Hamilton: It is a double edged answer. I remember coming here from Jamaica as a child, and being in public school here, and I remember if you called someone an ‘African’ in those days, it was fighting words. And I’m speaking from a perspective of color, so yes, that has changed greatly since I was a child of the 1970s to now. There is a sense of pride that is overwhelming, an internal pride that comes from a sense of one’s history. With education and the internet there is access to who you are. That has fostered a sense of pride, and has changed persons of color.

On the race relations end, it is still complex.
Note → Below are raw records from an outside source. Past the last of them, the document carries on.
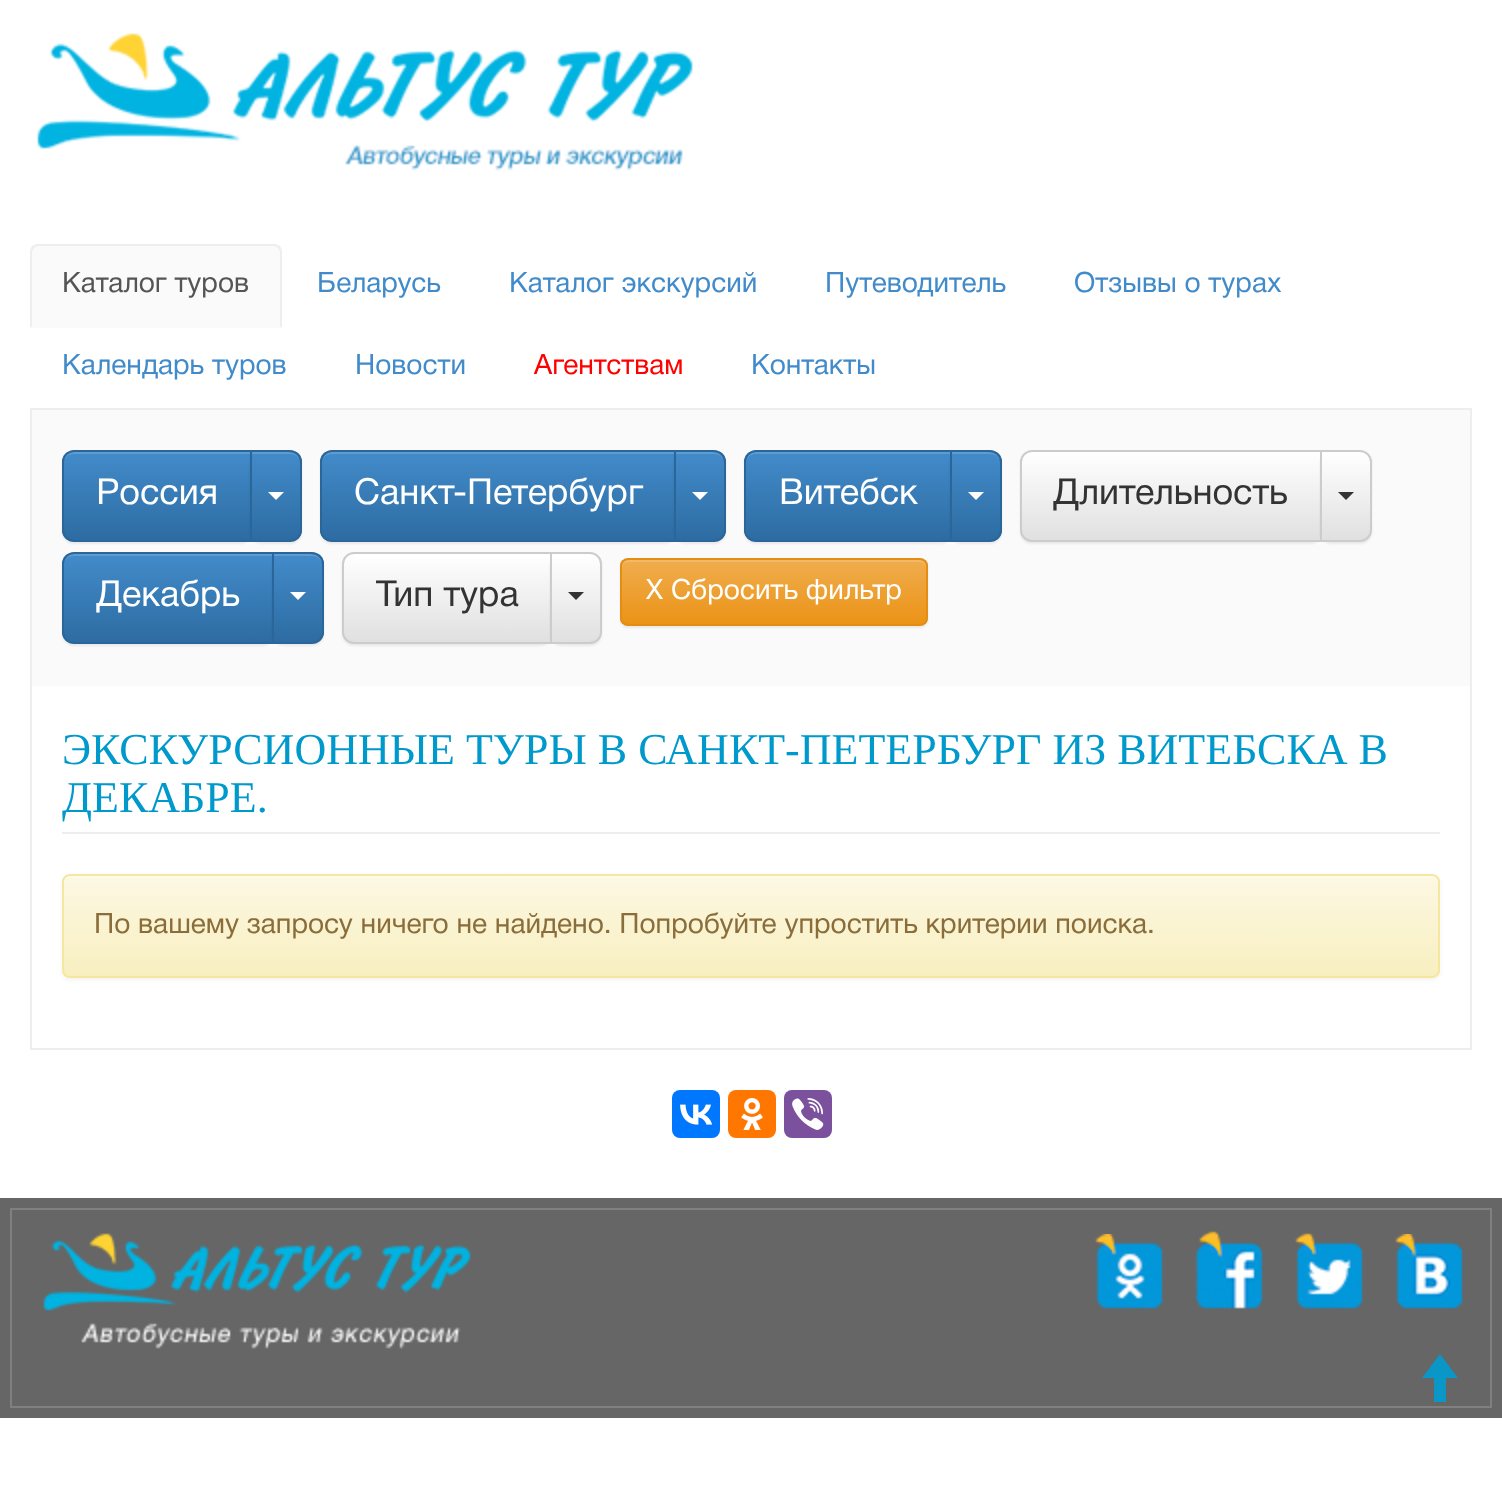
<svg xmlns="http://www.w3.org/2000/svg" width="1502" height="1502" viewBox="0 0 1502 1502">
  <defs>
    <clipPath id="clip1"><path d="M74 450H252V542H74C67.5 542 62 536.5 62 530V462C62 455.5 67.5 450 74 450Z"/></clipPath>
    <linearGradient id="g1" gradientUnits="userSpaceOnUse" x1="157" y1="452" x2="157" y2="540"><stop offset="0" stop-color="#428bca"/><stop offset="1" stop-color="#2d6ca2"/></linearGradient>
    <clipPath id="clip2"><path d="M250 450H290C296.5 450 302 455.5 302 462V530C302 536.5 296.5 542 290 542H250Z"/></clipPath>
    <linearGradient id="g2" gradientUnits="userSpaceOnUse" x1="276" y1="452" x2="276" y2="540"><stop offset="0" stop-color="#428bca"/><stop offset="1" stop-color="#2d6ca2"/></linearGradient>
    <clipPath id="clip3"><path d="M332 450H676V542H332C325.5 542 320 536.5 320 530V462C320 455.5 325.5 450 332 450Z"/></clipPath>
    <linearGradient id="g3" gradientUnits="userSpaceOnUse" x1="498" y1="452" x2="498" y2="540"><stop offset="0" stop-color="#428bca"/><stop offset="1" stop-color="#2d6ca2"/></linearGradient>
    <clipPath id="clip4"><path d="M674 450H714C720.5 450 726 455.5 726 462V530C726 536.5 720.5 542 714 542H674Z"/></clipPath>
    <linearGradient id="g4" gradientUnits="userSpaceOnUse" x1="700" y1="452" x2="700" y2="540"><stop offset="0" stop-color="#428bca"/><stop offset="1" stop-color="#2d6ca2"/></linearGradient>
    <clipPath id="clip5"><path d="M756 450H952V542H756C749.5 542 744 536.5 744 530V462C744 455.5 749.5 450 756 450Z"/></clipPath>
    <linearGradient id="g5" gradientUnits="userSpaceOnUse" x1="848" y1="452" x2="848" y2="540"><stop offset="0" stop-color="#428bca"/><stop offset="1" stop-color="#2d6ca2"/></linearGradient>
    <clipPath id="clip6"><path d="M950 450H990C996.5 450 1002 455.5 1002 462V530C1002 536.5 996.5 542 990 542H950Z"/></clipPath>
    <linearGradient id="g6" gradientUnits="userSpaceOnUse" x1="976" y1="452" x2="976" y2="540"><stop offset="0" stop-color="#428bca"/><stop offset="1" stop-color="#2d6ca2"/></linearGradient>
    <clipPath id="clip7"><path d="M1032 450H1322V542H1032C1025.5 542 1020 536.5 1020 530V462C1020 455.5 1025.5 450 1032 450Z"/></clipPath>
    <linearGradient id="g7" gradientUnits="userSpaceOnUse" x1="1171" y1="452" x2="1171" y2="540"><stop offset="0" stop-color="#fff"/><stop offset="1" stop-color="#e0e0e0"/></linearGradient>
    <clipPath id="clip8"><path d="M1320 450H1360C1366.5 450 1372 455.5 1372 462V530C1372 536.5 1366.5 542 1360 542H1320Z"/></clipPath>
    <linearGradient id="g8" gradientUnits="userSpaceOnUse" x1="1346" y1="452" x2="1346" y2="540"><stop offset="0" stop-color="#fff"/><stop offset="1" stop-color="#e0e0e0"/></linearGradient>
    <clipPath id="clip9"><path d="M74 552H274V644H74C67.5 644 62 638.5 62 632V564C62 557.5 67.5 552 74 552Z"/></clipPath>
    <linearGradient id="g9" gradientUnits="userSpaceOnUse" x1="168" y1="554" x2="168" y2="642"><stop offset="0" stop-color="#428bca"/><stop offset="1" stop-color="#2d6ca2"/></linearGradient>
    <clipPath id="clip10"><path d="M272 552H312C318.5 552 324 557.5 324 564V632C324 638.5 318.5 644 312 644H272Z"/></clipPath>
    <linearGradient id="g10" gradientUnits="userSpaceOnUse" x1="298" y1="554" x2="298" y2="642"><stop offset="0" stop-color="#428bca"/><stop offset="1" stop-color="#2d6ca2"/></linearGradient>
    <clipPath id="clip11"><path d="M354 552H552V644H354C347.5 644 342 638.5 342 632V564C342 557.5 347.5 552 354 552Z"/></clipPath>
    <linearGradient id="g11" gradientUnits="userSpaceOnUse" x1="447" y1="554" x2="447" y2="642"><stop offset="0" stop-color="#fff"/><stop offset="1" stop-color="#e0e0e0"/></linearGradient>
    <clipPath id="clip12"><path d="M550 552H590C596.5 552 602 557.5 602 564V632C602 638.5 596.5 644 590 644H550Z"/></clipPath>
    <linearGradient id="g12" gradientUnits="userSpaceOnUse" x1="576" y1="554" x2="576" y2="642"><stop offset="0" stop-color="#fff"/><stop offset="1" stop-color="#e0e0e0"/></linearGradient>
    <clipPath id="clip13"><rect x="620" y="558" width="308" height="68" rx="8"/></clipPath>
    <linearGradient id="g13" gradientUnits="userSpaceOnUse" x1="774" y1="560" x2="774" y2="624"><stop offset="0" stop-color="#f0ad4e"/><stop offset="1" stop-color="#eb9316"/></linearGradient>
    <clipPath id="clip14"><rect x="62" y="874" width="1378" height="104" rx="8"/></clipPath>
    <linearGradient id="g14" gradientUnits="userSpaceOnUse" x1="751" y1="876" x2="751" y2="976"><stop offset="0" stop-color="#fcf8e3"/><stop offset="1" stop-color="#f8efc0"/></linearGradient>
  </defs>
  <rect width="100%" height="100%" fill="#fff"/>
  <image x="37" y="33" width="656" height="138" href="img/1.png"/>
  <path d="M30 408h1442v2H30z" fill="#eee"/>
  <path d="M38 244H274C278.5 244 282 247.5 282 252V328H30V252C30 247.5 33.5 244 38 244Z" fill="#fafafa"/>
  <path d="M38 244C36 244 34 245 32 246L34 248C35 247 36 246 38 246H274C276 246 277 247 278 248L280 246C278 245 276 244 274 244Z" fill="#eee"/>
  <path d="M282 328V252C282 250 281 248 280 246L278 248L280 251V326Z" fill="#eee"/>
  <path d="M30 328L32 326V251L34 248L32 246C31 248 30 250 30 252Z" fill="#eee"/>
  <path d="M32 410h1438v276H32z" fill="#fafafa"/>
  <path d="M1470 410h2v276H1470z" fill="#eee"/>
  <path d="M30 410h2v276H30z" fill="#eee"/>
  <rect x="62" y="452" width="190" height="92" rx="12" fill="#00000012" filter="blur(1px)"/>
  <g clip-path="url(#clip1)">
    <path d="M62 452h188v88H62z" fill="url(#g1)"/>
  </g>
  <path d="M74 454H250V452H74C68 452 64 456 64 462V464C64 458 68 454 74 454Z" fill="#ffffff26"/>
  <path d="M74 451H251V541H74C68 541 63 536 63 530V462C63 456 68 451 74 451Z" fill="none" stroke="#2b669a" stroke-width="2"/>
  <rect x="250" y="452" width="52" height="92" rx="12" fill="#00000012" filter="blur(1px)"/>
  <g clip-path="url(#clip2)">
    <path d="M252 452h50v88H252z" fill="url(#g2)"/>
  </g>
  <path d="M252 454H290C296 454 300 458 300 464C300 450 288 452 277 452H252Z" fill="#5e9cd1"/>
  <path d="M251 451H290C296 451 301 456 301 462V530C301 536 296 541 290 541H251Z" fill="none" stroke="#2b669a" stroke-width="2"/>
  <path d="M268 492H284L276 500Z" fill="#fff"/>
  <rect x="320" y="452" width="356" height="92" rx="12" fill="#00000012" filter="blur(1px)"/>
  <g clip-path="url(#clip3)">
    <path d="M320 452h354v88H320z" fill="url(#g3)"/>
  </g>
  <path d="M332 454H674V452H332C325 452 322 458 322 464C322 458 326 454 332 454Z" fill="#5e9cd2"/>
  <path d="M332 451H675V541H332C326 541 321 536 321 530V462C321 456 326 451 332 451Z" fill="none" stroke="#2b669a" stroke-width="2"/>
  <rect x="674" y="452" width="52" height="92" rx="12" fill="#00000012" filter="blur(1px)"/>
  <g clip-path="url(#clip4)">
    <path d="M676 452h50v88H676z" fill="url(#g4)"/>
  </g>
  <path d="M676 454H714C720 454 724 458 724 464C724 450 712 452 701 452H676Z" fill="#5e9cd1"/>
  <path d="M675 451H714C720 451 725 456 725 462V530C725 536 720 541 714 541H675Z" fill="none" stroke="#2b669a" stroke-width="2"/>
  <path d="M692 492H708L700 500Z" fill="#fff"/>
  <rect x="744" y="452" width="208" height="92" rx="12" fill="#00000012" filter="blur(1px)"/>
  <g clip-path="url(#clip5)">
    <path d="M744 452h206v88H744z" fill="url(#g5)"/>
  </g>
  <path d="M756 454H950V452H756C750 452 746 456 746 462V464C746 458 750 454 756 454Z" fill="#ffffff26"/>
  <path d="M756 451H951V541H756C750 541 745 536 745 530V462C745 456 750 451 756 451Z" fill="none" stroke="#2b669a" stroke-width="2"/>
  <rect x="950" y="452" width="52" height="92" rx="12" fill="#00000012" filter="blur(1px)"/>
  <g clip-path="url(#clip6)">
    <path d="M952 452h50v88H952z" fill="url(#g6)"/>
  </g>
  <path d="M952 454H990C996 454 1000 458 1000 464C1000 450 988 452 977 452H952Z" fill="#5e9cd1"/>
  <path d="M951 451H990C996 451 1001 456 1001 462V530C1001 536 996 541 990 541H951Z" fill="none" stroke="#2b669a" stroke-width="2"/>
  <path d="M968 492H984L976 500Z" fill="#fff"/>
  <rect x="1020" y="452" width="302" height="92" rx="12" fill="#00000012" filter="blur(1px)"/>
  <g clip-path="url(#clip7)">
    <path d="M1020 452h300v88H1020z" fill="url(#g7)"/>
  </g>
  <path d="M1032 451H1321V541H1032C1026 541 1021 536 1021 530V462C1021 456 1026 451 1032 451Z" fill="none" stroke="#ccc" stroke-width="2"/>
  <rect x="1320" y="452" width="52" height="92" rx="12" fill="#00000012" filter="blur(1px)"/>
  <g clip-path="url(#clip8)">
    <path d="M1322 452h50v88H1322z" fill="url(#g8)"/>
  </g>
  <path d="M1321 451H1360C1366 451 1371 456 1371 462V530C1371 536 1366 541 1360 541H1321Z" fill="none" stroke="#ccc" stroke-width="2"/>
  <path d="M1338 492H1354L1346 500Z" fill="#333"/>
  <rect x="62" y="554" width="212" height="92" rx="12" fill="#00000012" filter="blur(1px)"/>
  <g clip-path="url(#clip9)">
    <path d="M62 554h210v88H62z" fill="url(#g9)"/>
  </g>
  <path d="M74 556H272V554H74C68 554 64 558 64 564V566C64 560 68 556 74 556Z" fill="#ffffff26"/>
  <path d="M74 553H273V643H74C68 643 63 638 63 632V564C63 558 68 553 74 553Z" fill="none" stroke="#2b669a" stroke-width="2"/>
  <rect x="272" y="554" width="52" height="92" rx="12" fill="#00000012" filter="blur(1px)"/>
  <g clip-path="url(#clip10)">
    <path d="M274 554h50v88H274z" fill="url(#g10)"/>
  </g>
  <path d="M274 556H312C318 556 322 560 322 566C322 552 310 554 299 554H274Z" fill="#5e9cd1"/>
  <path d="M273 553H312C318 553 323 558 323 564V632C323 638 318 643 312 643H273Z" fill="none" stroke="#2b669a" stroke-width="2"/>
  <path d="M290 592H306L298 600Z" fill="#fff"/>
  <rect x="342" y="554" width="210" height="92" rx="12" fill="#00000012" filter="blur(1px)"/>
  <g clip-path="url(#clip11)">
    <path d="M342 554h208v88H342z" fill="url(#g11)"/>
  </g>
  <path d="M354 553H551V643H354C348 643 343 638 343 632V564C343 558 348 553 354 553Z" fill="none" stroke="#ccc" stroke-width="2"/>
  <rect x="550" y="554" width="52" height="92" rx="12" fill="#00000012" filter="blur(1px)"/>
  <g clip-path="url(#clip12)">
    <path d="M552 554h50v88H552z" fill="url(#g12)"/>
  </g>
  <path d="M551 553H590C596 553 601 558 601 564V632C601 638 596 643 590 643H551Z" fill="none" stroke="#ccc" stroke-width="2"/>
  <path d="M568 592H584L576 600Z" fill="#333"/>
  <rect x="620" y="560" width="308" height="68" rx="8" fill="#00000012" filter="blur(1px)"/>
  <g clip-path="url(#clip13)">
    <path d="M620 560h308v64H620z" fill="url(#g13)"/>
  </g>
  <path d="M628 562H920C923 562 926 565 926 568V566C926 563 923 560 920 560H628C625 560 622 563 622 566V568C622 565 625 562 628 562Z" fill="#ffffff26"/>
  <rect x="621" y="559" width="306" height="66" rx="7" fill="none" stroke="#e38d13" stroke-width="2"/>
  <path d="M1470 686h2v364H1470z" fill="#eee"/>
  <path d="M30 1048h1442v2H30z" fill="#eee"/>
  <path d="M30 686h2v364H30z" fill="#eee"/>
  <path d="M62 832h1378v2H62z" fill="#eee"/>
  <rect x="62" y="876" width="1378" height="104" rx="8" fill="#0000000d" filter="blur(2px)"/>
  <g clip-path="url(#clip14)">
    <path d="M62 876h1378v100H62z" fill="url(#g14)"/>
  </g>
  <path d="M70 878H1432C1435 878 1438 881 1438 884V882C1438 879 1435 876 1432 876H70C67 876 64 879 64 882V884C64 881 67 878 70 878Z" fill="#fdfaea"/>
  <rect x="63" y="875" width="1376" height="102" rx="7" fill="none" stroke="#f5e79e" stroke-width="2"/>
  <rect x="672" y="1090" width="48" height="48" rx="8" fill="#07f"/>
  <image x="680" y="1104" width="33" height="21" href="img/2.png"/>
  <rect x="728" y="1090" width="48" height="48" rx="8" fill="#f70"/>
  <image x="741" y="1098" width="22" height="32" href="img/3.png"/>
  <rect x="784" y="1090" width="48" height="48" rx="8" fill="#7b519d"/>
  <image x="792" y="1098" width="32" height="32" href="img/4.png"/>
  <path d="M0 1198h1502v220H0z" fill="#666"/>
  <path d="M11 1209h1480v198H11z" fill="none" stroke="#808080" stroke-width="2"/>
  <image x="43" y="1233" width="428" height="116" href="img/5.png"/>
  <image x="1095" y="1234" width="68" height="75" href="img/6.png"/>
  <image x="1195" y="1231" width="68" height="78" href="img/7.png"/>
  <image x="1295" y="1233" width="68" height="76" href="img/8.png"/>
  <image x="1395" y="1234" width="68" height="75" href="img/9.png"/>
  <path d="M1422 1378L1440 1354L1458 1378H1446V1402H1434V1378Z" fill="#0a96c7"/>
  <text x="62" y="292" font-family="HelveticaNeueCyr" font-size="28" fill="#555">Каталог туров</text>
  <g font-family="HelveticaNeueCyr" font-size="28" fill="#428bca">
    <text x="317" y="292">Беларусь</text>
    <text x="509" y="292">Каталог экскурсий</text>
    <text x="825" y="292">Путеводитель</text>
    <text x="1074" y="292">Отзывы о турах</text>
    <text x="62" y="374">Календарь туров</text>
    <text x="355" y="374">Новости</text>
  </g>
  <text x="534" y="374" font-family="HelveticaNeueCyr" font-size="28" fill="#f00">Агентствам</text>
  <text x="751" y="374" font-family="HelveticaNeueCyr" font-size="28" fill="#428bca">Контакты</text>
  <g font-family="HelveticaNeueCyr" font-size="36" fill="#fff">
    <text x="96" y="504">Россия</text>
    <text x="354" y="504">Санкт-Петербург</text>
    <text x="779" y="504">Витебск</text>
  </g>
  <text x="1053" y="504" font-family="HelveticaNeueCyr" font-size="36" fill="#333">Длительность</text>
  <text x="96" y="606" font-family="HelveticaNeueCyr" font-size="36" fill="#fff">Декабрь</text>
  <text x="376" y="606" font-family="HelveticaNeueCyr" font-size="36" fill="#333">Тип тура</text>
  <text x="646" y="599" font-family="HelveticaNeueCyr" font-size="28" fill="#fff">Х Сбросить фильтр</text>
  <g font-family="Liberation Serif" font-size="44" fill="#09c">
    <text x="62" y="764">ЭКСКУРСИОННЫЕ ТУРЫ В САНКТ-ПЕТЕРБУРГ ИЗ ВИТЕБСКА В</text>
    <text x="62" y="812">ДЕКАБРЕ.</text>
  </g>
  <text x="94" y="933" font-family="HelveticaNeueCyr" font-size="28" fill="#8a6d3b">По вашему запросу ничего не найдено. Попробуйте упростить критерии поиска.</text>
</svg>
There was a politeness veneer with relations in the 1980s and ‘90s that I see being stripped away, with the internet and what you can say being out there immediately. A truth is emerging, a rawness. It’s new, and I don’t know where it’s going to go and how it’s going to last. My sense is that not much changes, it’s either you push the feelings deeper or they’re at the surface.

There are some people in the middle of all that, which is where I am as a filmmaker and most interested. The struggle. Because I think everybody has their specific leanings, but I think it’s the struggle that matters the most, trying to figure out why you think this way or what you think. The sweeping idea that race issues are gone is ridiculous, it’s more a very human thing – as in I’m struggling with why I feel this way, and I’m trying to work it out.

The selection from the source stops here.